> Work required
Word for word, repeat the data that follows. Do not include the pictures.

> Materials provided
::::

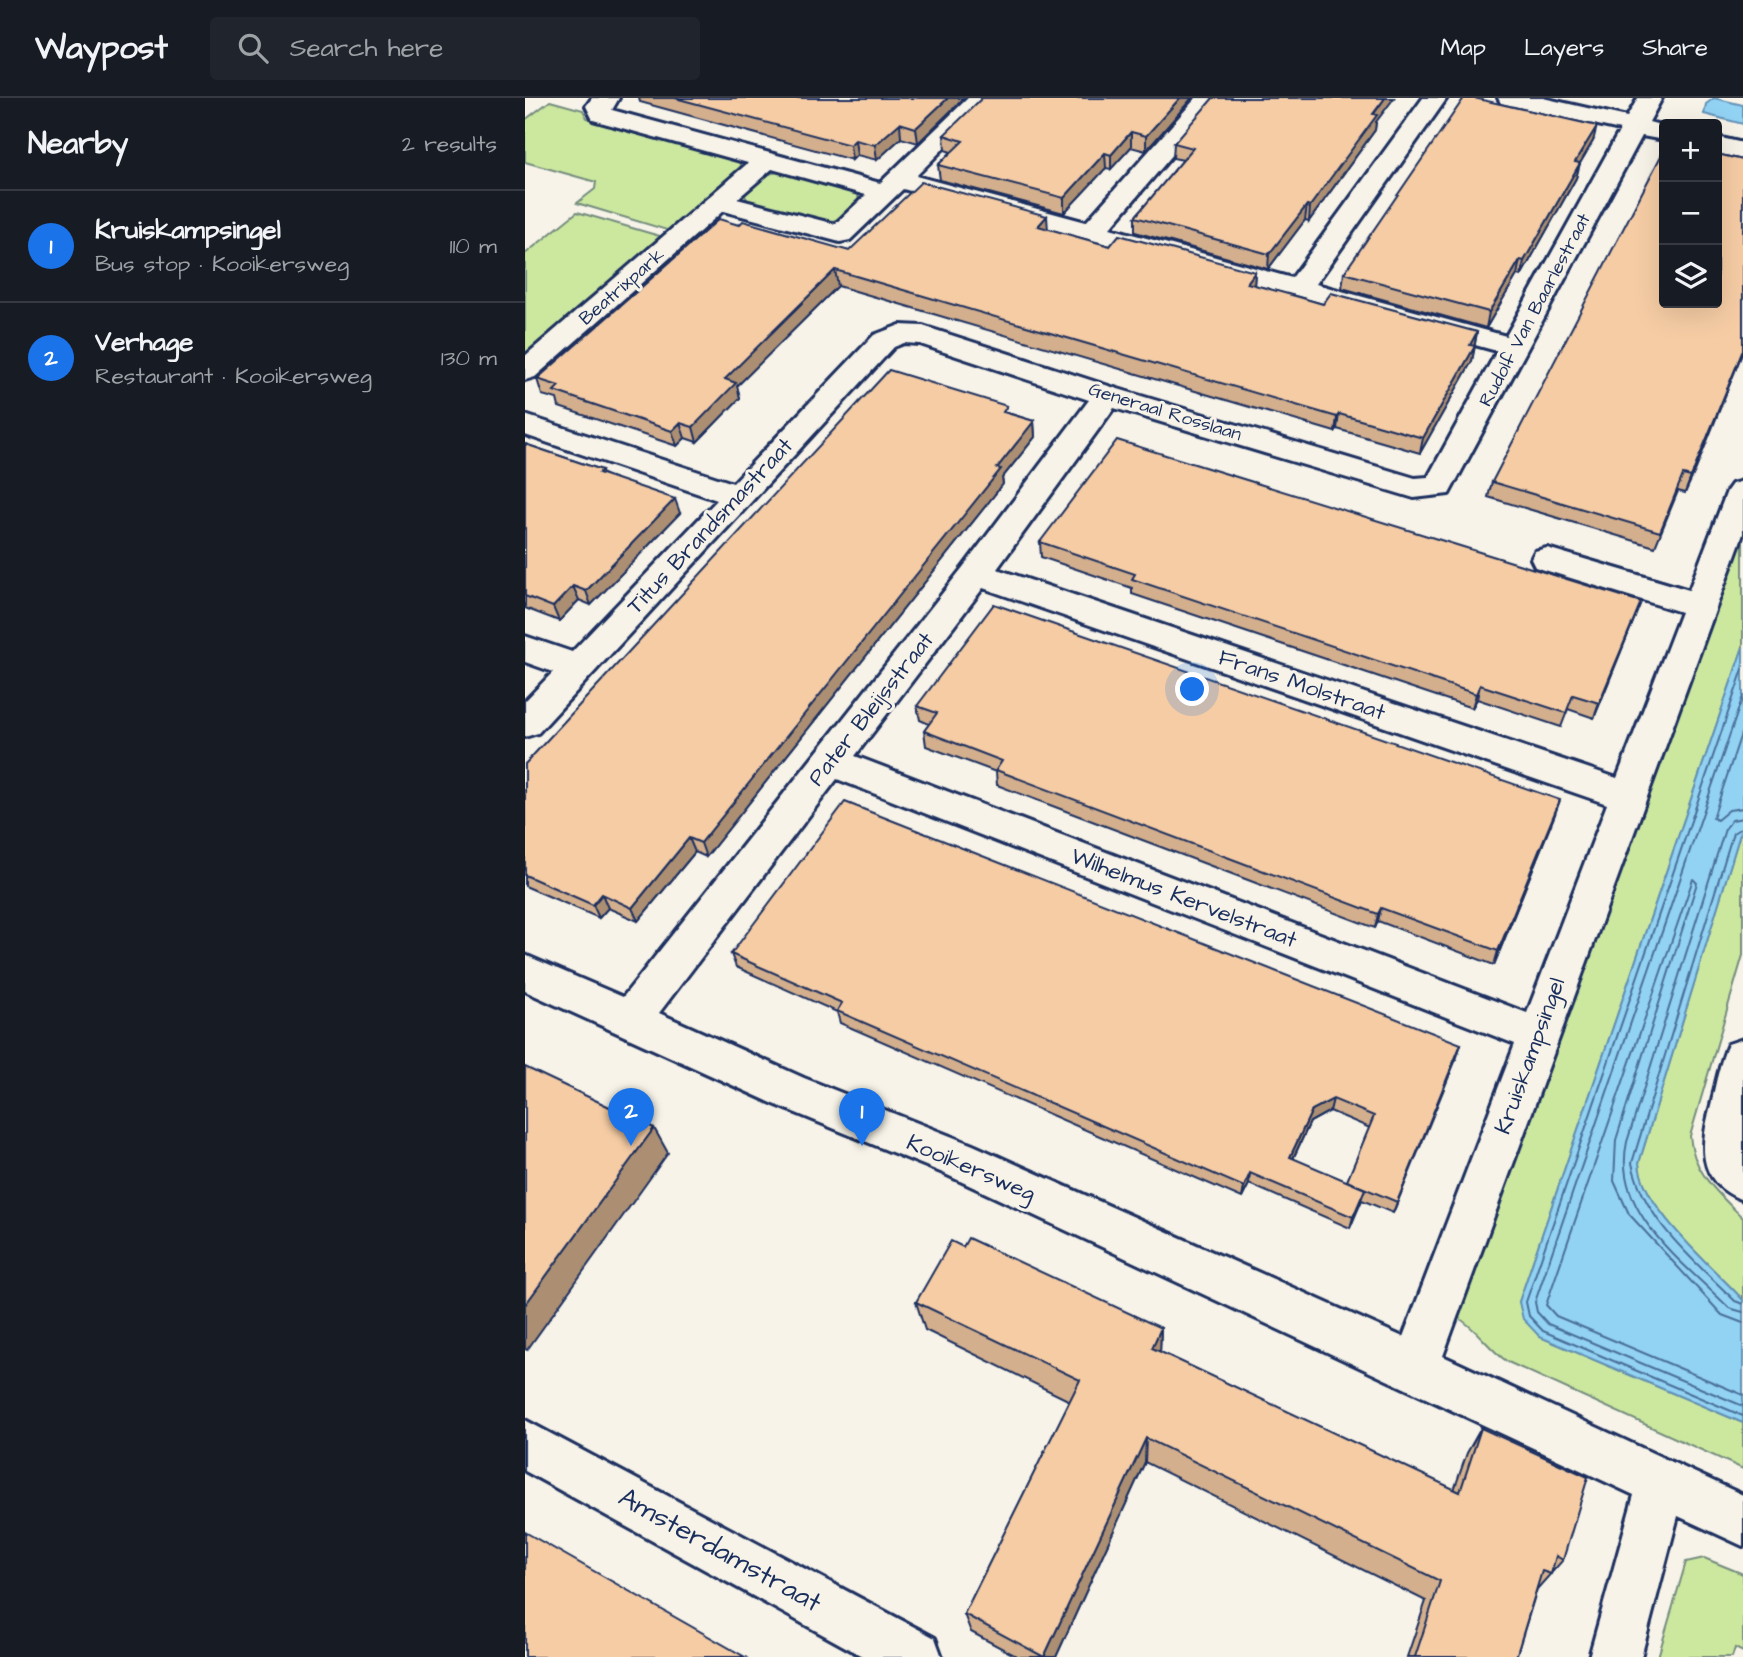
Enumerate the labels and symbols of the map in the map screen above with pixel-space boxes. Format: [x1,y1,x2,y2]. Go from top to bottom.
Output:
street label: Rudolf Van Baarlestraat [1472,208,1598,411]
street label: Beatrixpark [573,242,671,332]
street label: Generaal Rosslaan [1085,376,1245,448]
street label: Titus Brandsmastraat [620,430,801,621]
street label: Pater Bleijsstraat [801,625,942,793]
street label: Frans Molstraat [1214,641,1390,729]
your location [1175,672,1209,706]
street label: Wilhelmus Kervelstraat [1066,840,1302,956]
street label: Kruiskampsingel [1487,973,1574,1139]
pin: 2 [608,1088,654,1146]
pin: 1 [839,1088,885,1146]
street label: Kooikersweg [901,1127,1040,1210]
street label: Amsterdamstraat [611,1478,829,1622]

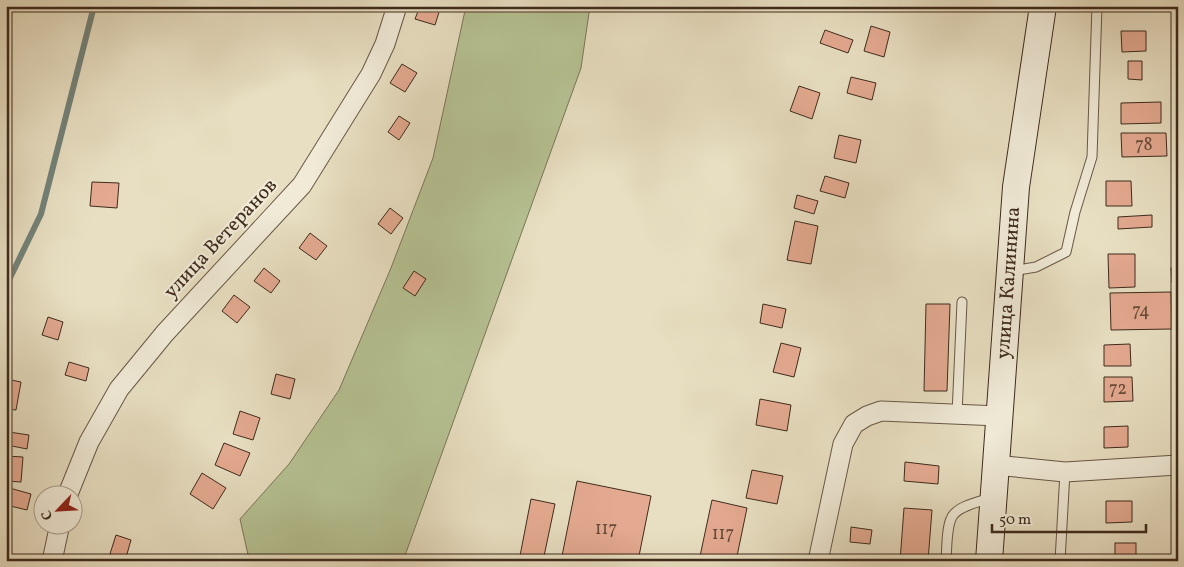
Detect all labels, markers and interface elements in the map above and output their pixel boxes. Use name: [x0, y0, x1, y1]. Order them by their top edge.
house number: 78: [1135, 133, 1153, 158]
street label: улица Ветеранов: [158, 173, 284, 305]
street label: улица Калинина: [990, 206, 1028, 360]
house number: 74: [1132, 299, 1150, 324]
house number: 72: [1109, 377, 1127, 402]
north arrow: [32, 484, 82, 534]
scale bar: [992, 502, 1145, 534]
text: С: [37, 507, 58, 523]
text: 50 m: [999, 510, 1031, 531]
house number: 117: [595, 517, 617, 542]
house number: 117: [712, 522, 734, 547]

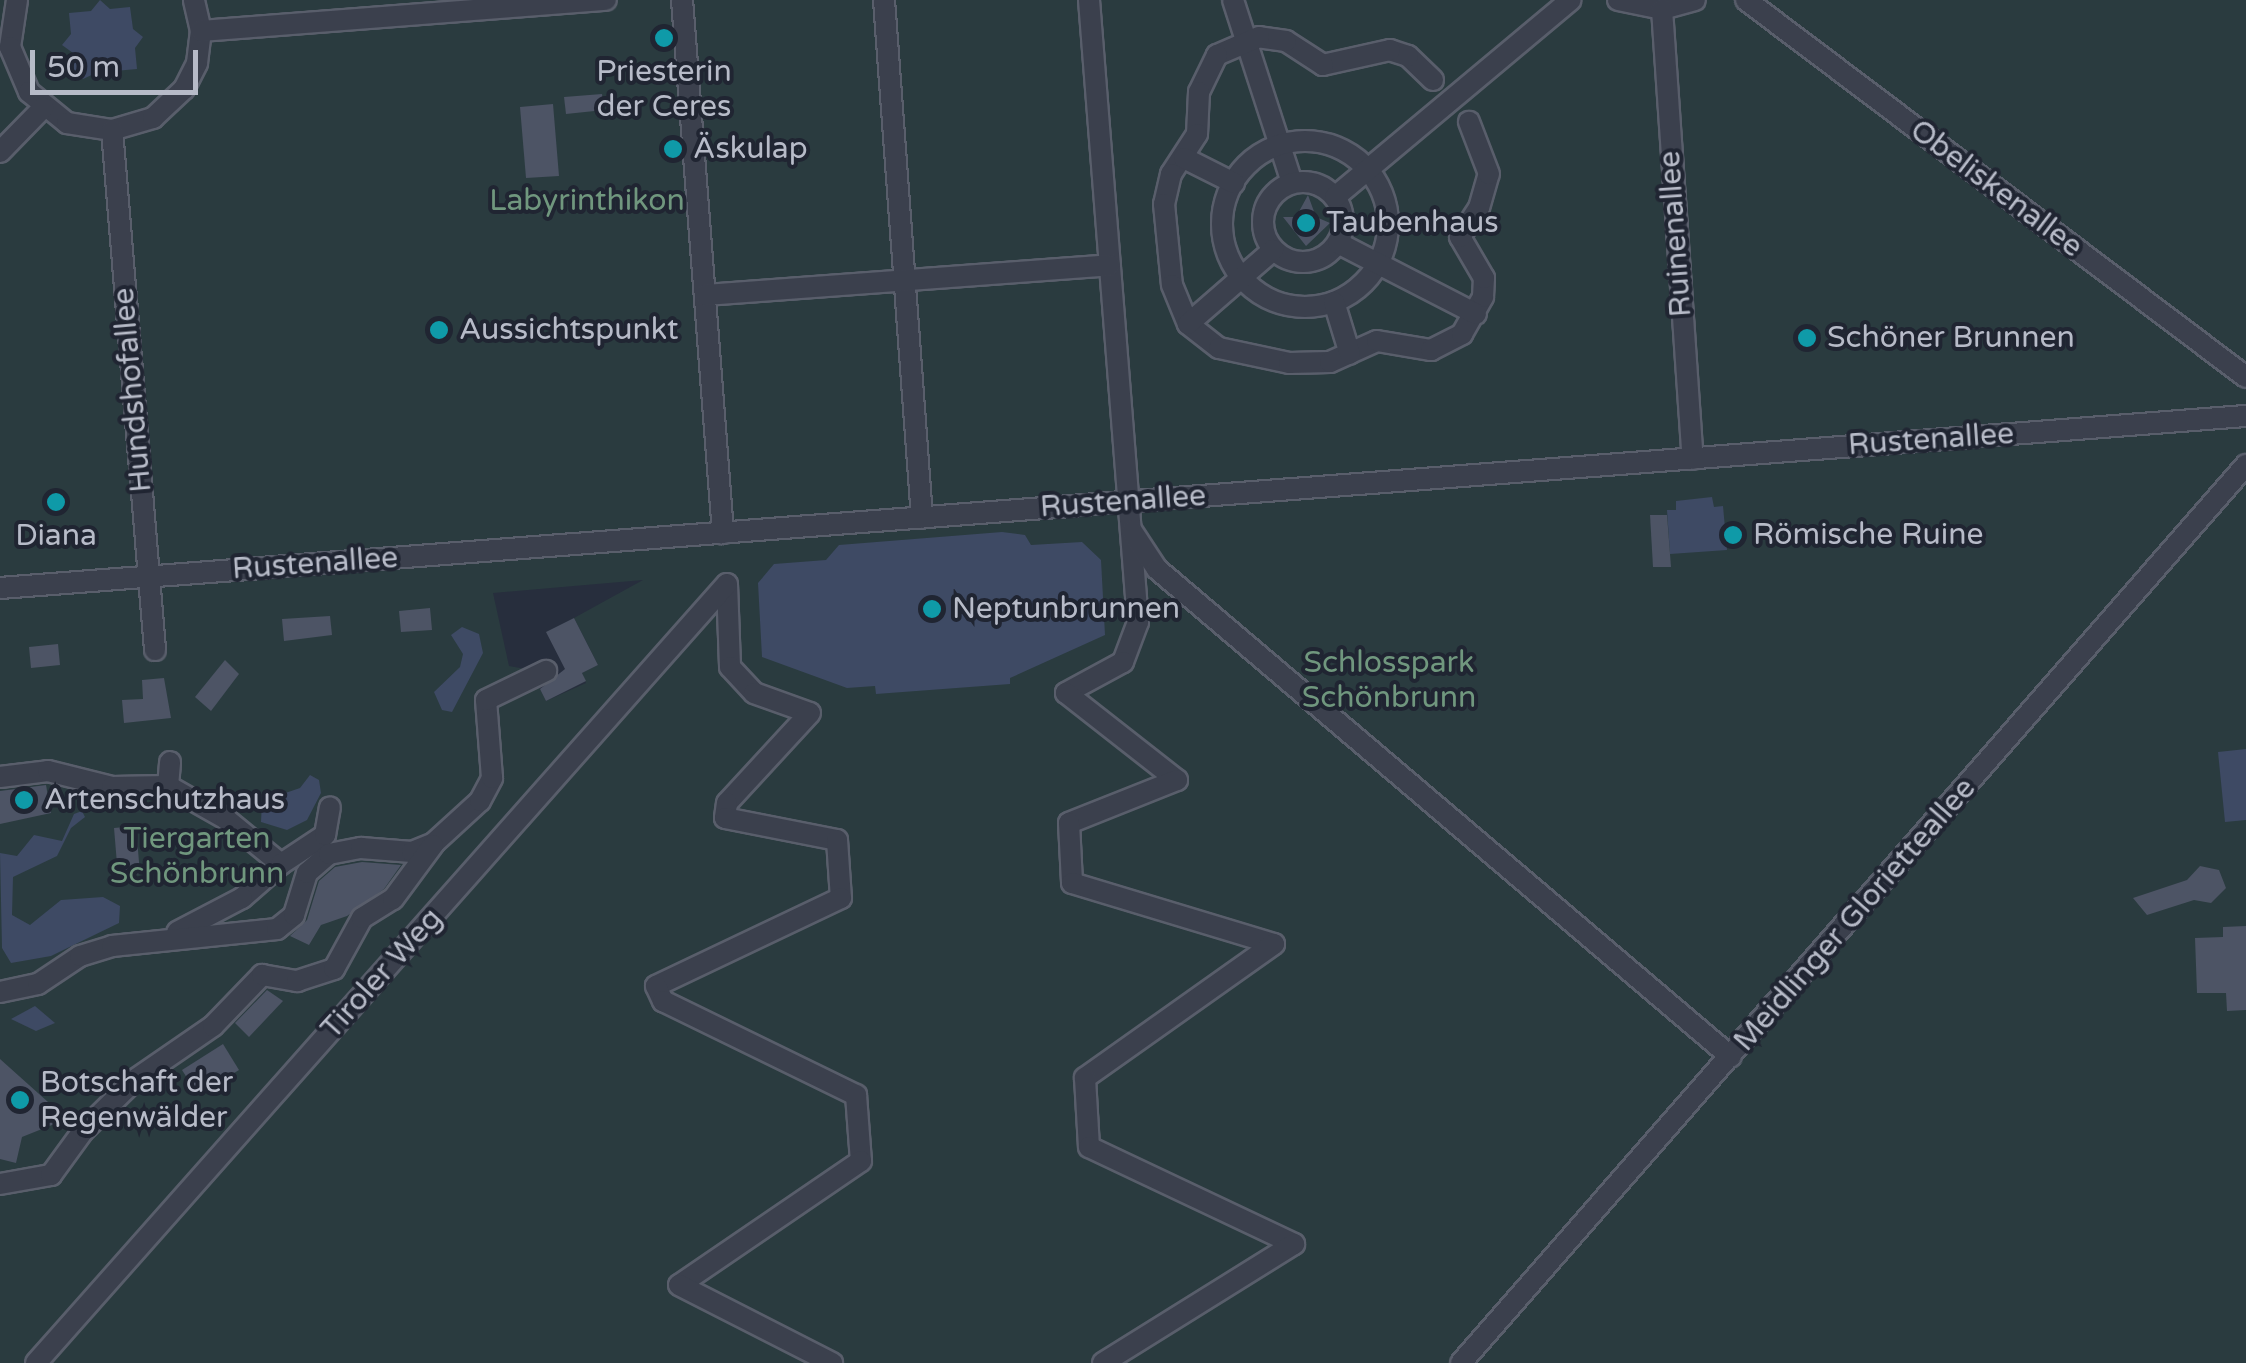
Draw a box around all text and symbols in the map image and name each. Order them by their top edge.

::::

> Exercise response
Enumerate the labels and symbols of the map in the map screen above with pixel-space boxes. Format: [x1,y1,x2,y2]. Go from top to bottom.
Output:
street label: Rudolf Van Baarlestraat [1472,208,1598,411]
street label: Beatrixpark [573,242,671,332]
street label: Generaal Rosslaan [1085,376,1245,448]
street label: Titus Brandsmastraat [620,430,801,621]
street label: Pater Bleijsstraat [801,625,942,793]
street label: Frans Molstraat [1214,641,1390,729]
your location [1175,672,1209,706]
street label: Wilhelmus Kervelstraat [1066,840,1302,956]
street label: Kruiskampsingel [1487,973,1574,1139]
pin: 2 [608,1088,654,1146]
pin: 1 [839,1088,885,1146]
street label: Kooikersweg [901,1127,1040,1210]
street label: Amsterdamstraat [611,1478,829,1622]

Detect all labels, markers and interface elements in the map above and output their pixel boxes. Use name: [x0, y0, x1, y1]. Order them by their top edge.
house number: 78: [1135, 133, 1153, 158]
street label: улица Ветеранов: [158, 173, 284, 305]
street label: улица Калинина: [990, 206, 1028, 360]
house number: 74: [1132, 299, 1150, 324]
house number: 72: [1109, 377, 1127, 402]
north arrow: [32, 484, 82, 534]
scale bar: [992, 502, 1145, 534]
text: С: [37, 507, 58, 523]
text: 50 m: [999, 510, 1031, 531]
house number: 117: [595, 517, 617, 542]
house number: 117: [712, 522, 734, 547]

Draw a box around all text and symbols in the map image and name each. Order them by their top edge.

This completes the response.